Je lève la tête vers le grenier ; la vieille échelle en bois est toujours là où nous l’avons laissée la dernière fois, il y a des années. Je pose une main ferme sur le montant à hauteur de mes yeux, un pied précautionneux sur le premier barreau, je teste la solidité avant de monter. Je suis plus lourd qu’à l’époque, et si je tombe, je me ferai aussi plus mal… Mais j’ai la ferme intention de monter. Un échelon à la fois, je me hisse jusqu’à la large plateforme qui accueillait autrefois sans doute les réserves de foin. C’est là que j’ai fumé ma première et dernière cigarette, à l’âge de 13 ans. Là aussi que nous avons disputé d’interminables parties de cartes et de Monopoly. D’ailleurs, ce bout de papier décoloré coincé entre deux lames du plancher, à moitié rongé par les moisissures ou les souris… oui, c’est bien un billet du jeu ! Je le ramasse, le lisse entre mes doigts, le glisse dans mon portefeuille avec les autres, les vrais. Souvenir. J’avance lentement, respire à fond cet air poussiéreux qui me rappelle mes jeunes années, et manque de m’assommer contre une ferme en me retournant. Zut alors, je passais en-dessous de cette foutue poutre, quand j’étais gamin !
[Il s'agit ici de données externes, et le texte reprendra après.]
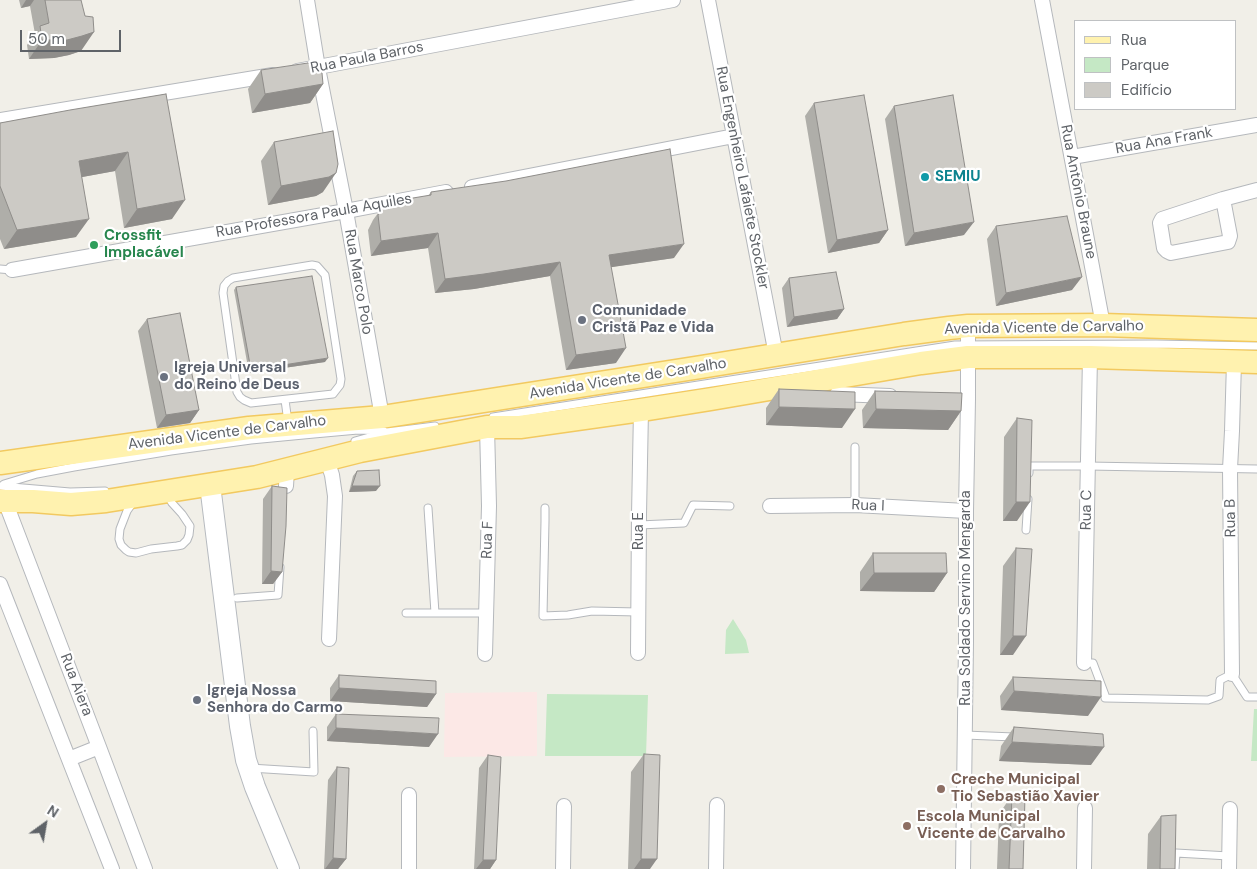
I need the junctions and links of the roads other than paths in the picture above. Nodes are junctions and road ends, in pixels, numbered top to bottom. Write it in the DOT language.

Je descends, sors de la grange, quitte la cour, et tout en me frottant la tête là où commence à pousser une belle bosse, je regagne la voiture qui m’attend. Ils sont tous là : Yoann, Thomas, Romain, Cyril, et même Julien sur Skype depuis l’autre bout de la planète où s’est exilé pour son boulot.

-Alors ? Il l’a fait ? demande sa voix dans le haut-parleur du téléphone.

Et les autres, en chœur, de s’écrier que oui, j’ai relevé le défi : je suis retourné dans la vieille grange.

-Vous avez la preuve ? s’assure-t-il encore.

Pour toute réponse, j’exhibe fièrement le vieux billet de 2000 francs qui a perdu sa couleur verte depuis longtemps, sous les hourras de mes potes qui proposent le faire encadrer et se moquent de moi et de ma bosse sur le crâne.

-Toujours aussi maladroit, Alex ? font-ils semblant de s’étonner.

Je grogne : Oh, la ferme !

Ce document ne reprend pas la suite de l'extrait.